Exercise:
Search the records for the word "ends" and report each line that has it.

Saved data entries
:::::
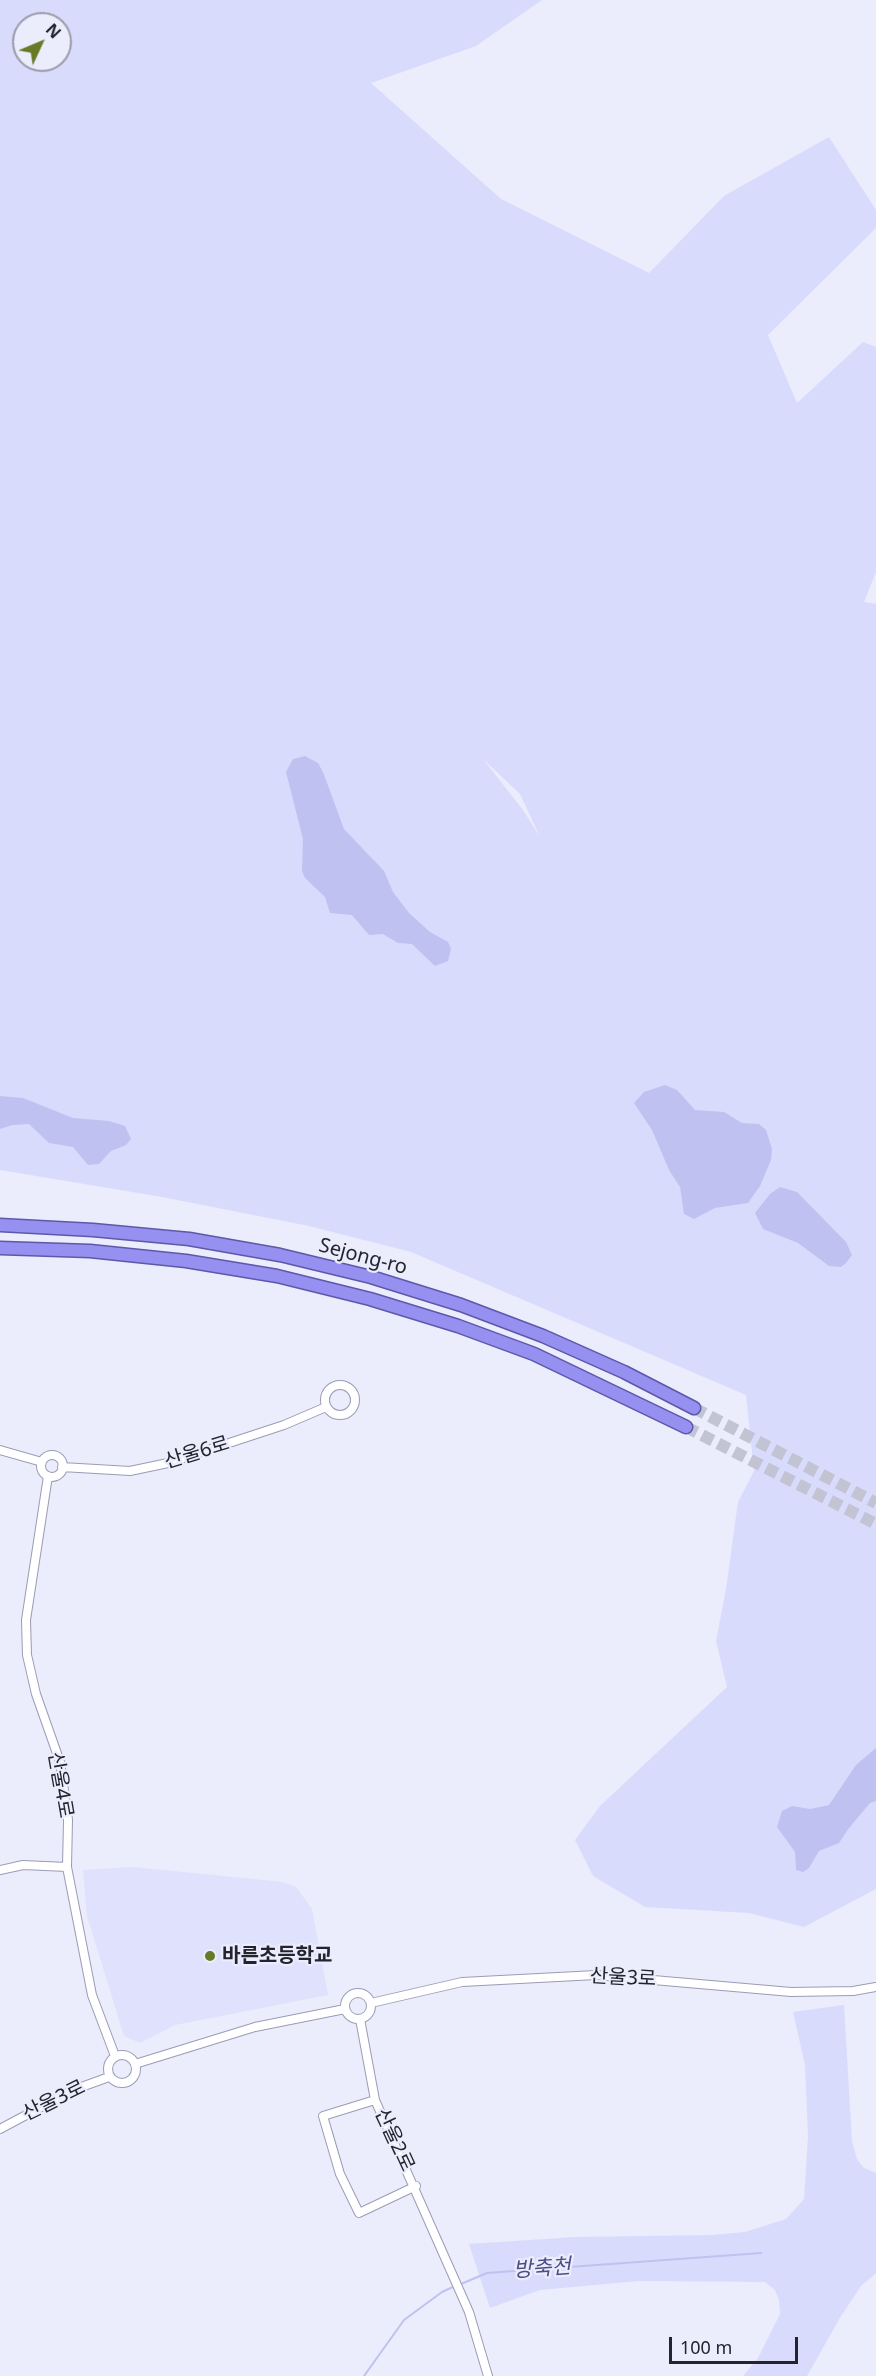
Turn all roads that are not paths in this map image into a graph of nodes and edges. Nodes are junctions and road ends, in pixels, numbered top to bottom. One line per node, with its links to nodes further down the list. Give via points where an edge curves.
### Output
1 (0, 1220): 3 (highway)
2 (0, 1225): 3 (highway, Sejong-ro)
3 (93, 1230): 8 (highway, Sejong-ro, via 189,1239 371,1277 543,1336)
4 (0, 1248): 5 (highway, Sejong-ro)
5 (90, 1251): 6 (highway); 9 (highway, Sejong-ro, via 277,1276 370,1299 534,1354)
6 (0, 1255)
7 (326, 1407): 7 (street, via 338,1415 348,1413 354,1406 352,1391 339,1385 330,1389); 12 (street, 산울6로, via 168,1463 130,1471)
8 (694, 1408)
9 (686, 1427)
10 (0, 1450): 11 (street)
11 (42, 1462): 12 (street, via 53,1455 60,1459); 13 (street)
12 (62, 1467): 13 (street, via 58,1475)
13 (48, 1476): 14 (street, 산울4로, via 26,1620 27,1655 60,1762 68,1820)
14 (67, 1867): 15 (street, via 23,1865); 20 (street, 산울4로, via 92,1995)
15 (0, 1870)
16 (876, 1987): 17 (street, 산울3로, via 791,1992 596,1975 462,1982)
17 (371, 2003): 18 (street, via 367,1995 354,1993 347,1998); 19 (street, via 368,2015)
18 (345, 2008): 19 (street, via 351,2018); 21 (street, via 255,2027)
19 (360, 2019): 23 (street, 산울2로)
20 (115, 2056): 21 (street, via 128,2055); 22 (street, via 108,2064)
21 (135, 2064): 22 (street, via 134,2076 127,2083)
22 (110, 2077): 24 (street, 산울3로, via 73,2090)
23 (375, 2100): 25 (street, 산울2로); 25 (street, via 323,2116 340,2174 358,2213)
24 (0, 2128)
25 (416, 2187): 26 (street, 산울2로, via 470,2313)
26 (488, 2376)

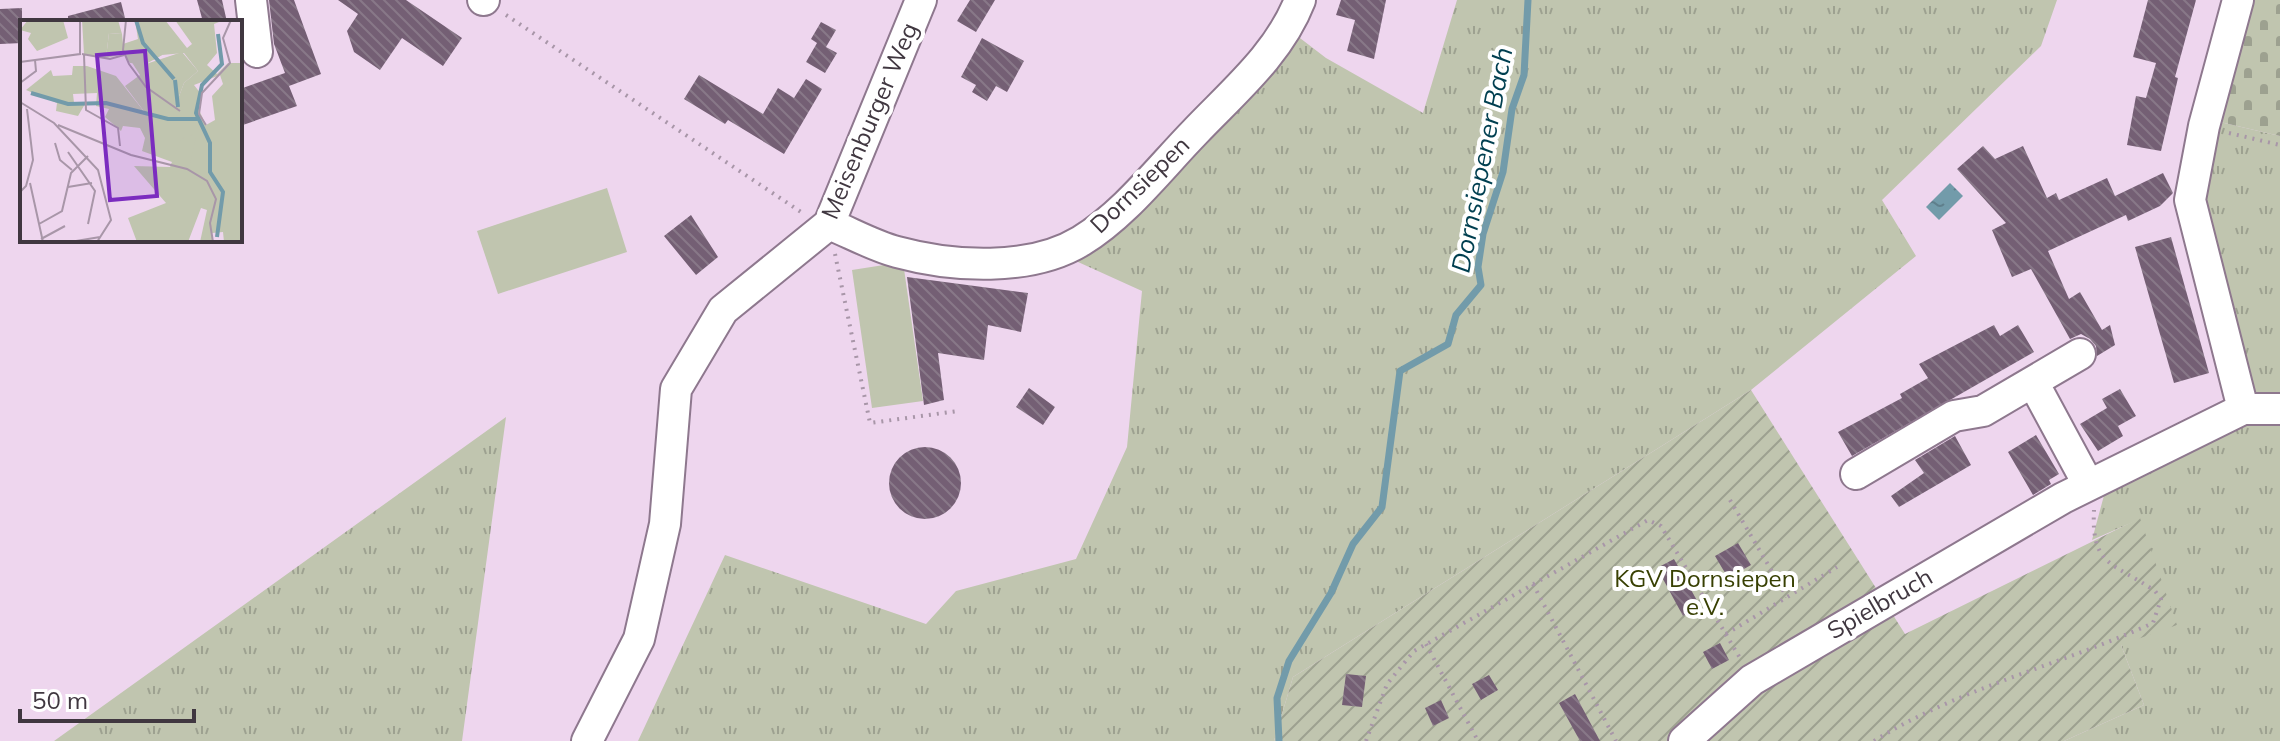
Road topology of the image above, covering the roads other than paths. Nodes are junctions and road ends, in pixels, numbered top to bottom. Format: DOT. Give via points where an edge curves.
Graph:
:::::
Solution:
Turn all roads that are not paths in this map image into a graph of nodes and edges. Nodes are junctions and road ends, in pixels, numbered top to bottom. One line per node, with its links to nodes further down the list. Give via points where an edge curves.
Road topology of the image above, covering the roads other than paths. Nodes are junctions and road ends, in pixels, numbered top to bottom. Format: DOT. Give via points where an edge curves.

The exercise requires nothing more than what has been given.